Scan each line of the records for the word "Güey" and extract the ones that have it.

= = =

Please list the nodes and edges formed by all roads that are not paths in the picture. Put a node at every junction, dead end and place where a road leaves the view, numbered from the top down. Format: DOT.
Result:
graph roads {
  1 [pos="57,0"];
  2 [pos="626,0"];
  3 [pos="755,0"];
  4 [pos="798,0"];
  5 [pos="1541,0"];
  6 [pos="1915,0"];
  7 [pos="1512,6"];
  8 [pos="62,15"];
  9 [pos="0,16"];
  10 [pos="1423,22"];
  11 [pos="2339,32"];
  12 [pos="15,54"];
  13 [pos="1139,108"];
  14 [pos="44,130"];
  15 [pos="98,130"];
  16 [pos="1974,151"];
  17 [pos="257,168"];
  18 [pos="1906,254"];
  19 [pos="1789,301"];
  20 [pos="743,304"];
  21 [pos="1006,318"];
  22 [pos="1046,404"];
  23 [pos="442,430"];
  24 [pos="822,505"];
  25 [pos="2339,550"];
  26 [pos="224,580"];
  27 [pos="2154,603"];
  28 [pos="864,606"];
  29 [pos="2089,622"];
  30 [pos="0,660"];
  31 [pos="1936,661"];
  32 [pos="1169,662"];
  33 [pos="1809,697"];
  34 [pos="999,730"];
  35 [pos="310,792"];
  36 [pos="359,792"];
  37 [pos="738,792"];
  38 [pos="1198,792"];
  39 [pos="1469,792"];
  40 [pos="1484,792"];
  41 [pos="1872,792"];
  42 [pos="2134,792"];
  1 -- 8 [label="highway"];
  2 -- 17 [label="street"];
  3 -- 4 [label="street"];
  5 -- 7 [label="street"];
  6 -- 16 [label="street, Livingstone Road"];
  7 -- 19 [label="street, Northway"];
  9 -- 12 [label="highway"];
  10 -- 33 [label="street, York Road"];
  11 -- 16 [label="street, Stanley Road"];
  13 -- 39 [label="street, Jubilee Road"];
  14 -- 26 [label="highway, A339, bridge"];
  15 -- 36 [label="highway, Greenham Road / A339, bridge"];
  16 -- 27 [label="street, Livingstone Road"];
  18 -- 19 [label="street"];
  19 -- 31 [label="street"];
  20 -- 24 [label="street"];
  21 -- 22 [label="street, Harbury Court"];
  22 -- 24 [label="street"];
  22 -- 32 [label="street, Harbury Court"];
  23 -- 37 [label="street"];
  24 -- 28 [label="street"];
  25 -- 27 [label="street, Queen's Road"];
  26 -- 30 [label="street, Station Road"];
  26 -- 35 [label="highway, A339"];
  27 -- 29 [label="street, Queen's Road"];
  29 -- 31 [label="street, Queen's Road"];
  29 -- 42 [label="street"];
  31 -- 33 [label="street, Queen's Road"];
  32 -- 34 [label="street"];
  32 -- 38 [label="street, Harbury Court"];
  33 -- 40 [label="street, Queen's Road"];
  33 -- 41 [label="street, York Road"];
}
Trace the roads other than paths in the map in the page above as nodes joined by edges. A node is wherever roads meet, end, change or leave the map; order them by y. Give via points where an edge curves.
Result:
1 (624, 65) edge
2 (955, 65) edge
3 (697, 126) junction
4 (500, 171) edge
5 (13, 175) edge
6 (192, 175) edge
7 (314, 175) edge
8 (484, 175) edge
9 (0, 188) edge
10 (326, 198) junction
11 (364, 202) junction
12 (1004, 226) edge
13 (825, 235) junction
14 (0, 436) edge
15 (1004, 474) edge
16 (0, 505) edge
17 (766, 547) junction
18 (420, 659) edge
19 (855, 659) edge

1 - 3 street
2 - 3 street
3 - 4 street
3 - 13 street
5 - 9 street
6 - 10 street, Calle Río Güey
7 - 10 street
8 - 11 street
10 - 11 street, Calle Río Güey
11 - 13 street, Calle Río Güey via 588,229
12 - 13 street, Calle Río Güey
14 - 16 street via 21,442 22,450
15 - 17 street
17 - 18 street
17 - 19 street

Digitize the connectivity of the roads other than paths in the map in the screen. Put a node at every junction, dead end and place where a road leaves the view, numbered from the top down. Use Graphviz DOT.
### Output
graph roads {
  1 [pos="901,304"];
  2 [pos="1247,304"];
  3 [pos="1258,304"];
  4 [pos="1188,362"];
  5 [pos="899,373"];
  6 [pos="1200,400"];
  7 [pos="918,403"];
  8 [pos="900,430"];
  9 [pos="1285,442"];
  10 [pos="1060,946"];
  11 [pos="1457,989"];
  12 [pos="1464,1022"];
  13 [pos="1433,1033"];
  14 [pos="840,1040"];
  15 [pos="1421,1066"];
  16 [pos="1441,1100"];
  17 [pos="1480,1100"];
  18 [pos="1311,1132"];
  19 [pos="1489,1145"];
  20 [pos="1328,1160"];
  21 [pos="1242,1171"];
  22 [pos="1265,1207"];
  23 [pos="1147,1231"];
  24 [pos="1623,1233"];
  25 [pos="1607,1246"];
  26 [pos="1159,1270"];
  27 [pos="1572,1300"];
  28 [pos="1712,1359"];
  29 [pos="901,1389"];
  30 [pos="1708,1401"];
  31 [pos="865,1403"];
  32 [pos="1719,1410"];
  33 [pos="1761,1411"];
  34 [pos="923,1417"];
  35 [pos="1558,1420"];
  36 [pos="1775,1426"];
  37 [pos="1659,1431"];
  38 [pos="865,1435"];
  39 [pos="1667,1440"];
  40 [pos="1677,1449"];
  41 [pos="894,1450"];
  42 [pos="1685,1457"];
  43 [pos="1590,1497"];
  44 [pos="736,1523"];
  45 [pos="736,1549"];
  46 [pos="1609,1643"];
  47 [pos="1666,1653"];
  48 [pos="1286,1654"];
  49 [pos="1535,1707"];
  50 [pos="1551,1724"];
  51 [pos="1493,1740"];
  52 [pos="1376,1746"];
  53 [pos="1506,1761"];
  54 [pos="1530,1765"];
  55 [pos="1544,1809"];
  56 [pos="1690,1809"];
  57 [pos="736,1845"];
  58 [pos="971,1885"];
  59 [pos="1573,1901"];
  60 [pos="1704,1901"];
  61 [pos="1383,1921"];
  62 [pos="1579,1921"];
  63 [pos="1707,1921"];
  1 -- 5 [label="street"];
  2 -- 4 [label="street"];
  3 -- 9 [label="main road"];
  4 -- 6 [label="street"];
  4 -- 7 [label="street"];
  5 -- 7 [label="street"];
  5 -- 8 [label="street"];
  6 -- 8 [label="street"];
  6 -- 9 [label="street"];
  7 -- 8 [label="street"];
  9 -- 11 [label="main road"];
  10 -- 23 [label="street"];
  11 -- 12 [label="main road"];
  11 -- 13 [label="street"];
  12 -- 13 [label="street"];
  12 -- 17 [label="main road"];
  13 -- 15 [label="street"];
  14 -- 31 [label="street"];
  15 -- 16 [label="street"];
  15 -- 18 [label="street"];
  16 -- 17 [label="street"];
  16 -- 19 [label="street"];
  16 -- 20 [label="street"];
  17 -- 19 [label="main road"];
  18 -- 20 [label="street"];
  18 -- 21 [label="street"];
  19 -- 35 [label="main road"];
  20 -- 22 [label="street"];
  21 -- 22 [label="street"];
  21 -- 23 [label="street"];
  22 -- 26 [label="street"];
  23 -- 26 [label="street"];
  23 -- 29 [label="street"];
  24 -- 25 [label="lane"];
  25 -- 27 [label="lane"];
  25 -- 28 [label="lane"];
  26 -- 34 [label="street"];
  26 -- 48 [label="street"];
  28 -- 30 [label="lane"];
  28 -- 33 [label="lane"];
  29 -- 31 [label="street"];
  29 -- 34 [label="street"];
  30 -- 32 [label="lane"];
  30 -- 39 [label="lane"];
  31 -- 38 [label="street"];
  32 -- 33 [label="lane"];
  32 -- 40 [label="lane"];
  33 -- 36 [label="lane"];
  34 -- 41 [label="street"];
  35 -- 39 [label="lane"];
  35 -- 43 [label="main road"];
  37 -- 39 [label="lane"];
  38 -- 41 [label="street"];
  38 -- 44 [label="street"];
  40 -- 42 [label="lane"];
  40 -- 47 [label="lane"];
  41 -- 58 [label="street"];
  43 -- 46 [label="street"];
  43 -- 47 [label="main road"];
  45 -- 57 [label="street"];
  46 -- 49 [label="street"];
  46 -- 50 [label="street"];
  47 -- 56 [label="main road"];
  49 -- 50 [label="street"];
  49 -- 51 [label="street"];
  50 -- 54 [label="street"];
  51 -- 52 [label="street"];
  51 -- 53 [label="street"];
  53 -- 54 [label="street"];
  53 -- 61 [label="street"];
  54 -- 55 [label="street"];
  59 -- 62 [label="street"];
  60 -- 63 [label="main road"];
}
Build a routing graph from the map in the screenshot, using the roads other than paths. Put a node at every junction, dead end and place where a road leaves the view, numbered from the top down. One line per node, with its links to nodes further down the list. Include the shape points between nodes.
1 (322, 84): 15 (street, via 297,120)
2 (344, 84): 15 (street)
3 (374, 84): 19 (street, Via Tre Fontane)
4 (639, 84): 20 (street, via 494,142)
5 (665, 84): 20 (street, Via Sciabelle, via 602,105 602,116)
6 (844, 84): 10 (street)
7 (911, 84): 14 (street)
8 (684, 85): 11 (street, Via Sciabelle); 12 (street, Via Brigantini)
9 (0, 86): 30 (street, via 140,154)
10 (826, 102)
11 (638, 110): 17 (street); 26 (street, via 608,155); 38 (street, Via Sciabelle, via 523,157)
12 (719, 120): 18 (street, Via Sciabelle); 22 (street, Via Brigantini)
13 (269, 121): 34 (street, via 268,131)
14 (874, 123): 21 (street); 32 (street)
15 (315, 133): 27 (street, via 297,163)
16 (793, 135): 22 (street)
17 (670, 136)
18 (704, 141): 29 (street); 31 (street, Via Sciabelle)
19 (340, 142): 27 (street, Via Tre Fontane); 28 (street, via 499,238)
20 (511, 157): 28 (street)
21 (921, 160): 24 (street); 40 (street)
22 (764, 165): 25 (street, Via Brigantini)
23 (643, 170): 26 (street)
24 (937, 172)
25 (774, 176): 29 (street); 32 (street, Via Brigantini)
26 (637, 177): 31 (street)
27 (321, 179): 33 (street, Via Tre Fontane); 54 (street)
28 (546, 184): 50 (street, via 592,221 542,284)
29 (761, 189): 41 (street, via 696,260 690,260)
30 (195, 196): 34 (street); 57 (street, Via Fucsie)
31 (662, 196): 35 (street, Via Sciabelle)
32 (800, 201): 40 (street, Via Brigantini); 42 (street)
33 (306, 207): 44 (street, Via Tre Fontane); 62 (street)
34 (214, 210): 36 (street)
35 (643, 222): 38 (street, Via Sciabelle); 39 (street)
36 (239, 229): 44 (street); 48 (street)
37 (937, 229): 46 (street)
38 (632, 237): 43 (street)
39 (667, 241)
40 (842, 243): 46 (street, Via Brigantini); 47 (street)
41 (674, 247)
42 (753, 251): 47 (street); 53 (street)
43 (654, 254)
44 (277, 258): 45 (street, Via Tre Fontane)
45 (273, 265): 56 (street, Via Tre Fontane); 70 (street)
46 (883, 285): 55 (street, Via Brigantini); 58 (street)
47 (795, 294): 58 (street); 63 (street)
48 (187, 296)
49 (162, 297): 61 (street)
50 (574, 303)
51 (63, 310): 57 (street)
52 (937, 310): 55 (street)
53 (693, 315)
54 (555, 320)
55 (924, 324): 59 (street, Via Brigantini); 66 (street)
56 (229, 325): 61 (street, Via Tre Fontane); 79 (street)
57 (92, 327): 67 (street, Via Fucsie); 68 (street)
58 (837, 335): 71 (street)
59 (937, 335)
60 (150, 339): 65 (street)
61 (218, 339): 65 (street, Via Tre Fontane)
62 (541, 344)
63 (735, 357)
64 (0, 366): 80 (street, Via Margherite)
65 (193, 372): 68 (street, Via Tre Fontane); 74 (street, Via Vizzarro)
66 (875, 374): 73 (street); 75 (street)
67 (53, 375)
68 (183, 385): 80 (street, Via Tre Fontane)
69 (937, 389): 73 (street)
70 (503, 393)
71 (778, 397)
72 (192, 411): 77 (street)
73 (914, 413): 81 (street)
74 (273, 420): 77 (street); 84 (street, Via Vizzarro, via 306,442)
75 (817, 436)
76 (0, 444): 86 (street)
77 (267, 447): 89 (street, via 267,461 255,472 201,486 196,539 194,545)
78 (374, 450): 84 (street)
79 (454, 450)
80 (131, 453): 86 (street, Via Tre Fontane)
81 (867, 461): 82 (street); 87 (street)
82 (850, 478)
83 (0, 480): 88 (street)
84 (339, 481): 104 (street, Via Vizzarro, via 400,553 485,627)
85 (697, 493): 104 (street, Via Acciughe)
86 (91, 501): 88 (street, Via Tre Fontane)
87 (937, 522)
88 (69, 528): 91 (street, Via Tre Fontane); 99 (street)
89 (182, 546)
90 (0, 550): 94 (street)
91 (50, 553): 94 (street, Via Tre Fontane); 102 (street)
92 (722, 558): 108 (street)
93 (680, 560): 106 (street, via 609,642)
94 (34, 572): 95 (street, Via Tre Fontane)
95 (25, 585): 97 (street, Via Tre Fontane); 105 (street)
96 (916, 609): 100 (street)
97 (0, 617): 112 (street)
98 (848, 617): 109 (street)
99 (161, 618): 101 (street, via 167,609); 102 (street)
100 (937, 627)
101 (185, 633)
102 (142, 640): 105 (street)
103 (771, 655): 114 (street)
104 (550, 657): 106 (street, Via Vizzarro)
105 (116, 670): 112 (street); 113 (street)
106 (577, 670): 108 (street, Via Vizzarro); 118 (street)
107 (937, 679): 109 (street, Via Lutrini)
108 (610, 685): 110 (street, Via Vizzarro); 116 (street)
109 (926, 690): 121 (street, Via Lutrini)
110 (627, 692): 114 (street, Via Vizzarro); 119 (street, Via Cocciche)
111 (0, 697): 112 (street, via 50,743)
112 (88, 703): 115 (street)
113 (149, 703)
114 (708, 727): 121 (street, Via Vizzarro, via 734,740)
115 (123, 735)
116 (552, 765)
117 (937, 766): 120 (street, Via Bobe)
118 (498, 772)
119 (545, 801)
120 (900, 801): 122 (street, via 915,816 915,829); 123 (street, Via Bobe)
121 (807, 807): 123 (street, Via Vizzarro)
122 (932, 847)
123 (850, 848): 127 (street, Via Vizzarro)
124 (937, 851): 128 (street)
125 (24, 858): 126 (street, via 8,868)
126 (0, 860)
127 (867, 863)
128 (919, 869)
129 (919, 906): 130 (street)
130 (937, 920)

= = =

OUTPUT:
6 - 10 street, Calle Río Güey
10 - 11 street, Calle Río Güey
11 - 13 street, Calle Río Güey via 588,229
12 - 13 street, Calle Río Güey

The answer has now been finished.